* [Task goal] The answer must be a single number: the count of lines in the data below that hold the word "down".

[Source records]
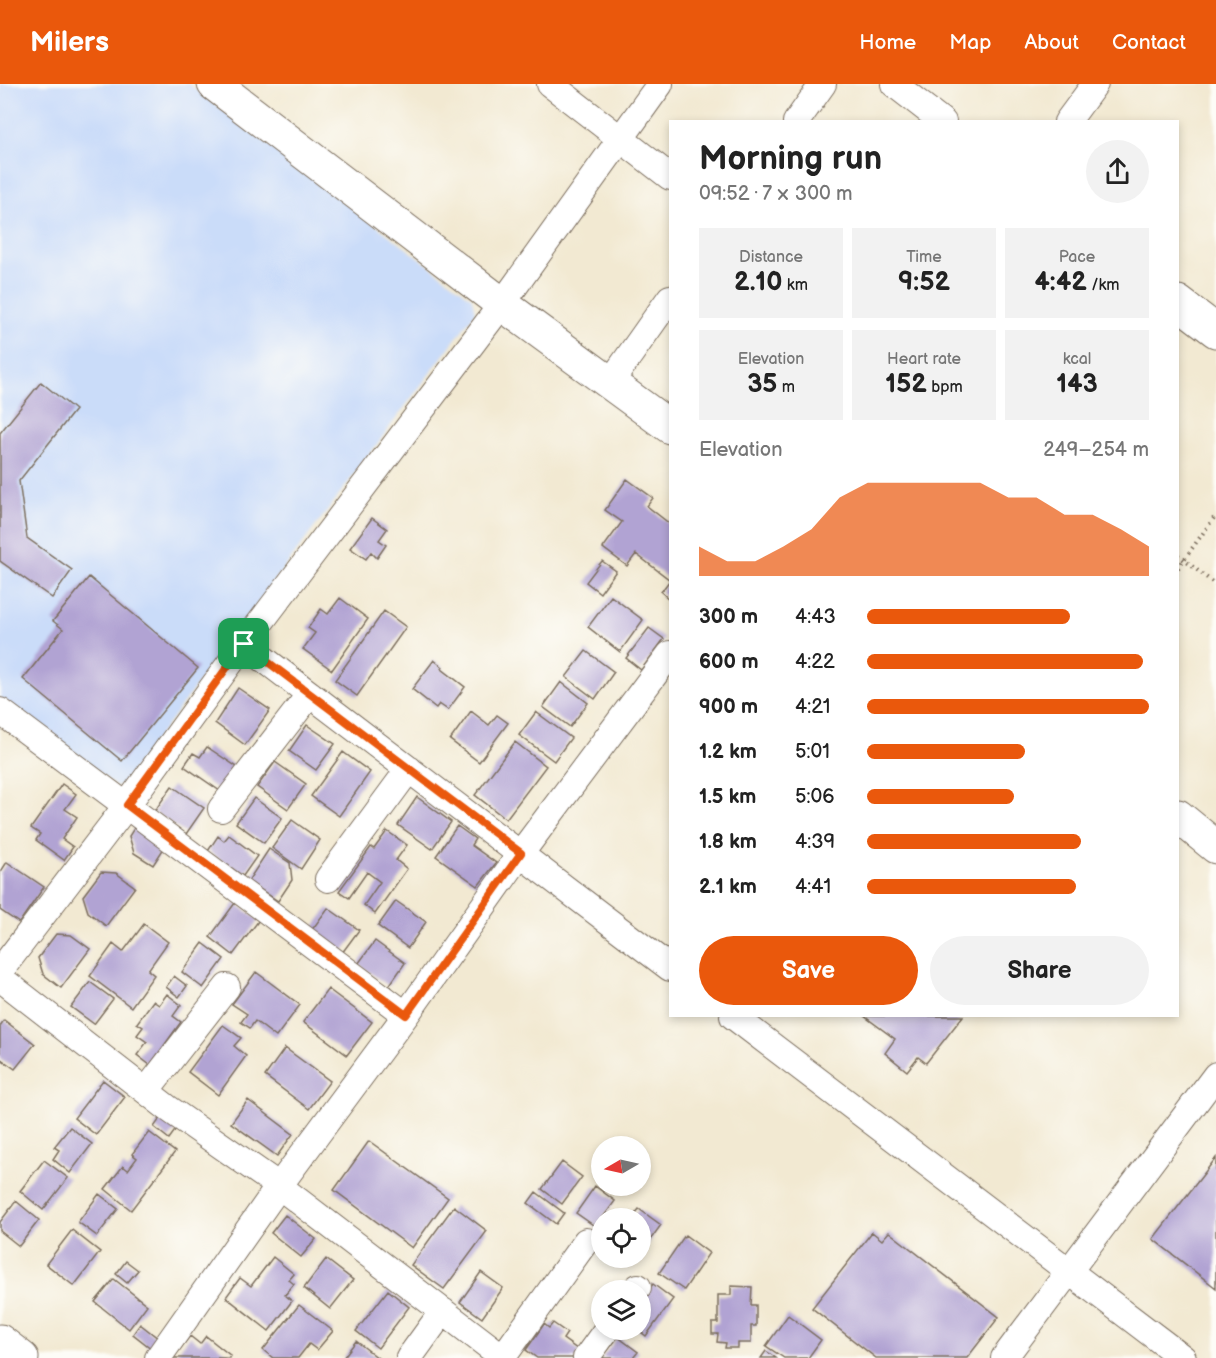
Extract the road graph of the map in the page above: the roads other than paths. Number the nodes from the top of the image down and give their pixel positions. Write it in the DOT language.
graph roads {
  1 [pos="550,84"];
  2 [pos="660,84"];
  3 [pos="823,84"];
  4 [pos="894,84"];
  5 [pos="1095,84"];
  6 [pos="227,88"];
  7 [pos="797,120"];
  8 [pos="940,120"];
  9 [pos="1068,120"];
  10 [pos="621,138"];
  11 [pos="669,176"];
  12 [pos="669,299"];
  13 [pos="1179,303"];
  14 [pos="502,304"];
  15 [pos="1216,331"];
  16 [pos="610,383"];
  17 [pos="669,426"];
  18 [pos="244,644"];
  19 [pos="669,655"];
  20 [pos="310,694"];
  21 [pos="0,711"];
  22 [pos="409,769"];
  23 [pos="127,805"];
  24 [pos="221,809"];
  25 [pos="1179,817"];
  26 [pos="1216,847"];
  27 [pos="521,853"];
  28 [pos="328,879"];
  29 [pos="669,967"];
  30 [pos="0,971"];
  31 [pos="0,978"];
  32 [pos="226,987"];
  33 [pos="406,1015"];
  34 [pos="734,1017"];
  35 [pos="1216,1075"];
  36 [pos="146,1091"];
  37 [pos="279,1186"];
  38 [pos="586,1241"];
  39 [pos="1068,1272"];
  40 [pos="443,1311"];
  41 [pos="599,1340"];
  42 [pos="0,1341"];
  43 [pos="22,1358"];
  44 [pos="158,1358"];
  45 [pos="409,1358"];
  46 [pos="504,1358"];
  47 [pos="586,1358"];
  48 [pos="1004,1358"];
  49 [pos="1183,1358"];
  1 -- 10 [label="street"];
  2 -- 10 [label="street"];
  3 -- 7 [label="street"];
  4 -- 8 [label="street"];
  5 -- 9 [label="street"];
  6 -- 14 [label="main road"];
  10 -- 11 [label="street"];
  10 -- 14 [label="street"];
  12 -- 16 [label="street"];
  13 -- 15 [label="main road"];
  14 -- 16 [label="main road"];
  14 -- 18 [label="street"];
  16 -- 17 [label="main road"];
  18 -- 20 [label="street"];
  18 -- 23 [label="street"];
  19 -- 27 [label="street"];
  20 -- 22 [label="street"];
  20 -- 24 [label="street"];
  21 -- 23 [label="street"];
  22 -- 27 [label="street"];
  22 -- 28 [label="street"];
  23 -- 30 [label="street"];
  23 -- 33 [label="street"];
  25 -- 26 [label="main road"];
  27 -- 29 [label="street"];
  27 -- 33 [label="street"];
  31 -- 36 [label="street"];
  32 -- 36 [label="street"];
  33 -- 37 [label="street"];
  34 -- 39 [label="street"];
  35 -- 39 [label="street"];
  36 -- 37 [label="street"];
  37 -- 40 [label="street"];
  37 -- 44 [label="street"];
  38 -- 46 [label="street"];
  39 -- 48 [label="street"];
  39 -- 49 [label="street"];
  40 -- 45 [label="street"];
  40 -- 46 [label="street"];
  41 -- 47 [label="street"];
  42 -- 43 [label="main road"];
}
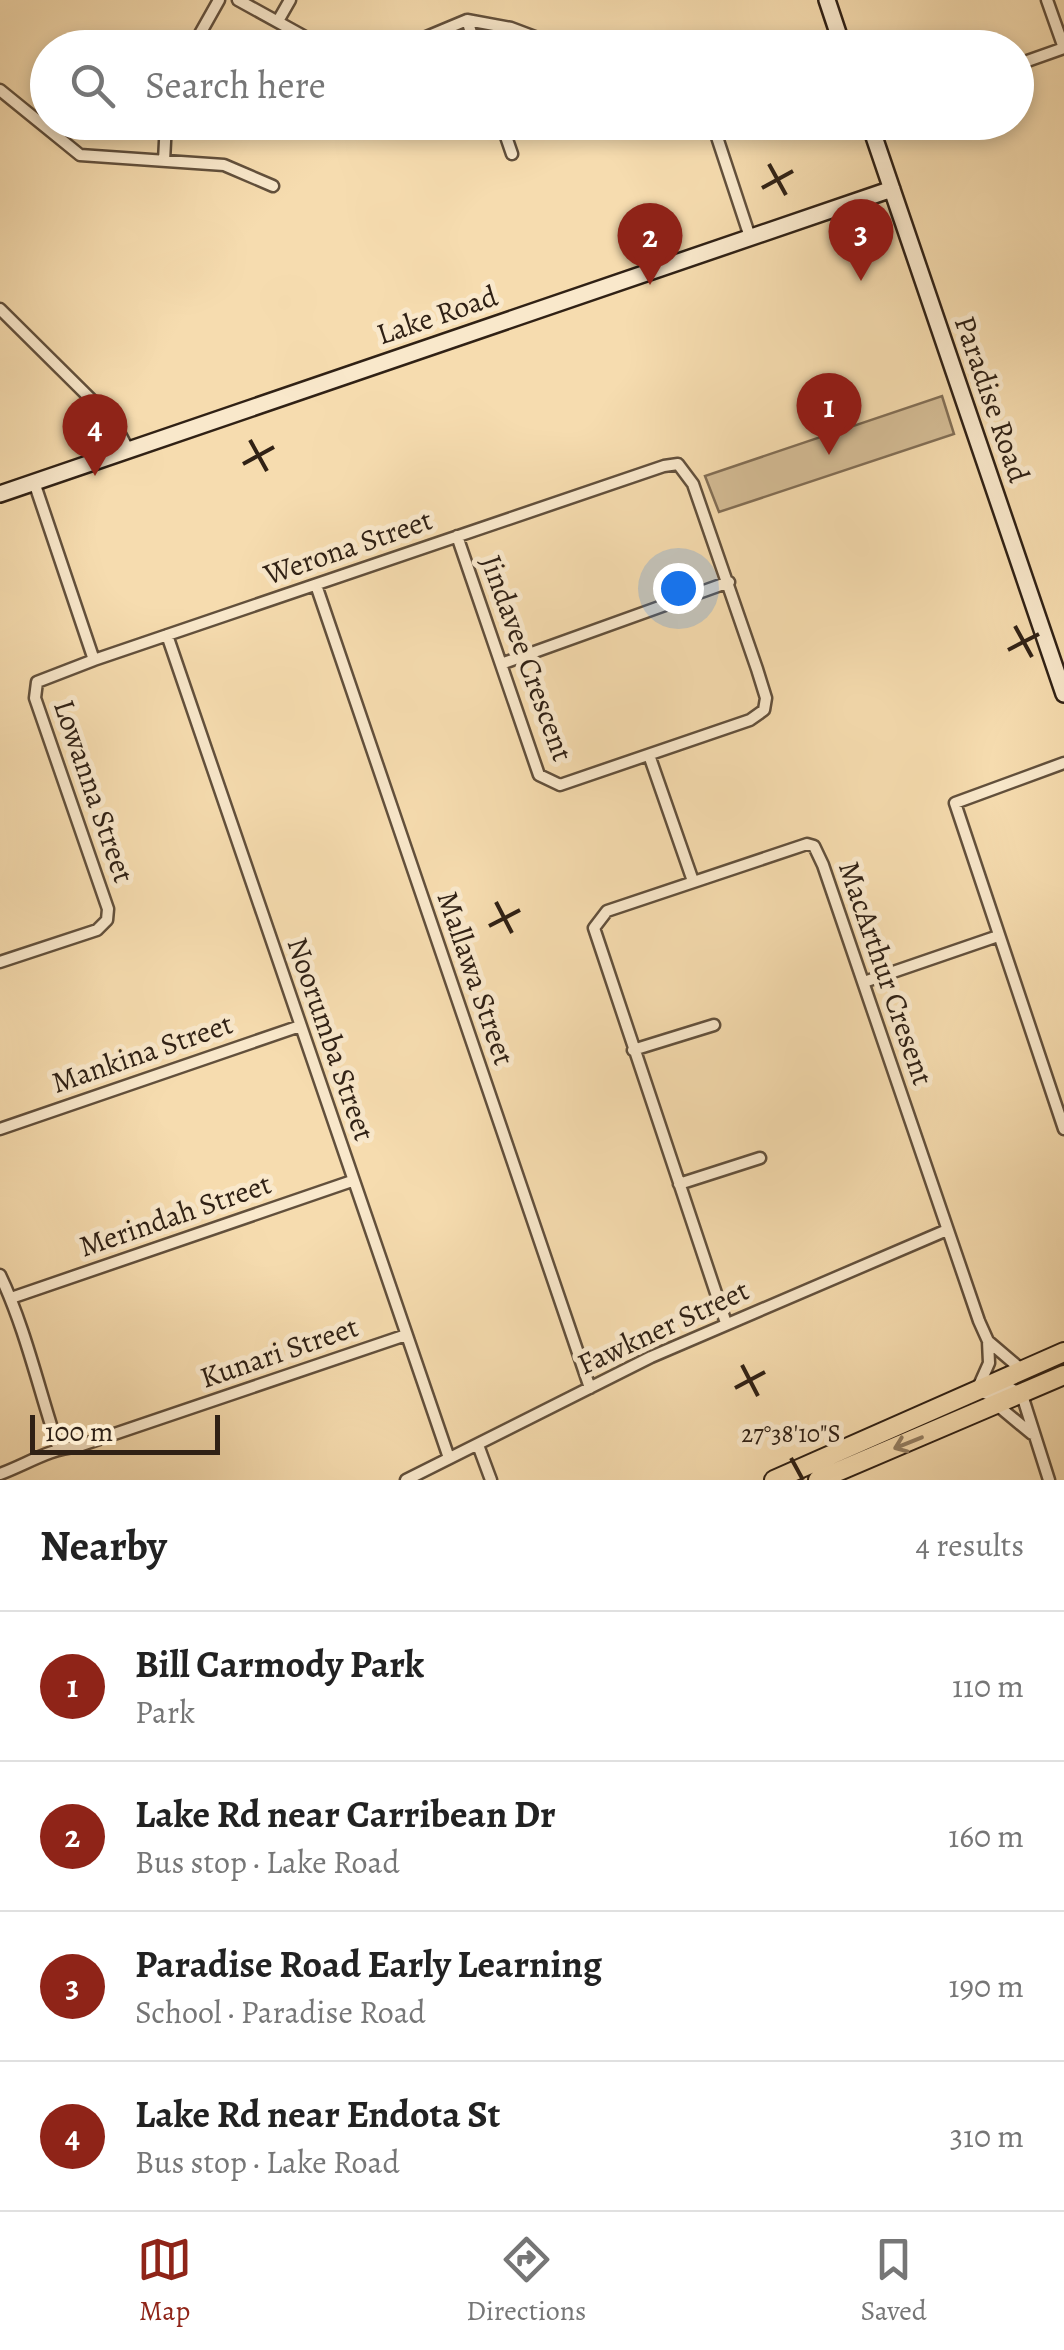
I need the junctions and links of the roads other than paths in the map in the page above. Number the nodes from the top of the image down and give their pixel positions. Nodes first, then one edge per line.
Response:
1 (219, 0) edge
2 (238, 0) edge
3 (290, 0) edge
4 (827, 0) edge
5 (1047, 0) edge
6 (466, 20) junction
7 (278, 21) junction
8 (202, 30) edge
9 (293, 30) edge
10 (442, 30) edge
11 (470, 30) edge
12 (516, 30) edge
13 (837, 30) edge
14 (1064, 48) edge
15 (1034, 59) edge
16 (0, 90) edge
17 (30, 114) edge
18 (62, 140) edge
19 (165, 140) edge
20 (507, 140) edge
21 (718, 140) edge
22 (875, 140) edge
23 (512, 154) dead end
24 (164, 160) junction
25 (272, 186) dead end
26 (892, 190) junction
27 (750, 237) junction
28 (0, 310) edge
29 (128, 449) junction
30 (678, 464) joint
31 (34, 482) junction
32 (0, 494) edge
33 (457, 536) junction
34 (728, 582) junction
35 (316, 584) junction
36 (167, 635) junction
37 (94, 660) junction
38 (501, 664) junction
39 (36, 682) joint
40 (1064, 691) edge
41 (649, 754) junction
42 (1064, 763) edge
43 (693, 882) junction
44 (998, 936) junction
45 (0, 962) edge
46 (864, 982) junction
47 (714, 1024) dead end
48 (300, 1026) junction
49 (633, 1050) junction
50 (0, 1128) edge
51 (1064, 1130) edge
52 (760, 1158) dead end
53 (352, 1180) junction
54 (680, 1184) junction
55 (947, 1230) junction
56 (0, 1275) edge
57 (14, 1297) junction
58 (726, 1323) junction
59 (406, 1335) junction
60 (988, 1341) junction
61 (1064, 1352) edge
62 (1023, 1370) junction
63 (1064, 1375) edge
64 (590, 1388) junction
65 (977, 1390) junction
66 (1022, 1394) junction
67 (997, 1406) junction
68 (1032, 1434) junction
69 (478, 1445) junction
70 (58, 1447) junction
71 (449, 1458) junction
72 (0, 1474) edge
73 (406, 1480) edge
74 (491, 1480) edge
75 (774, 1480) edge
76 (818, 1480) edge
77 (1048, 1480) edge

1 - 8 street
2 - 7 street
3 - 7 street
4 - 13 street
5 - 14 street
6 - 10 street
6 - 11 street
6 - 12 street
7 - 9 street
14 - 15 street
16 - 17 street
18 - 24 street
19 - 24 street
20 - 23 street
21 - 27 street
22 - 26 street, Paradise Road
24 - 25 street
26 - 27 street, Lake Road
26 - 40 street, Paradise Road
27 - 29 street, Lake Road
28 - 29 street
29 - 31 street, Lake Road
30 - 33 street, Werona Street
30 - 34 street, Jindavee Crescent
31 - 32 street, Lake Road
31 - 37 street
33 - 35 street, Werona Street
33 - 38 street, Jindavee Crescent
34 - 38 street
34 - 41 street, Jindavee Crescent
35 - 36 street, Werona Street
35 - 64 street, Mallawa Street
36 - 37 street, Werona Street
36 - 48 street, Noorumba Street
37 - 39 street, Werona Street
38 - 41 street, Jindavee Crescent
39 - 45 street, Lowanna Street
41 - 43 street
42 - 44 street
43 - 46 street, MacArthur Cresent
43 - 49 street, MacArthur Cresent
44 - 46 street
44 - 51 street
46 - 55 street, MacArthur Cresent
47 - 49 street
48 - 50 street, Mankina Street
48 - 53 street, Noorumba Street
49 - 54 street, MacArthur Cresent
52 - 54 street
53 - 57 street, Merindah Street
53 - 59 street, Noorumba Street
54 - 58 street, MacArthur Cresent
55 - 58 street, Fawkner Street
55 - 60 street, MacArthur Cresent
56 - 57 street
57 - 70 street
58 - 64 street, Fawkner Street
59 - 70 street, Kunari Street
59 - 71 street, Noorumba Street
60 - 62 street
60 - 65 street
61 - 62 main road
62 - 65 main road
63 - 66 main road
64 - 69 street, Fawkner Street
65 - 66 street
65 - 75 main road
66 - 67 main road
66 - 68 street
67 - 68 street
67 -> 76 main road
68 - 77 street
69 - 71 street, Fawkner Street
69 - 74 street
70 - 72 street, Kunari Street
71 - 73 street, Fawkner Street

* [Your solution] 2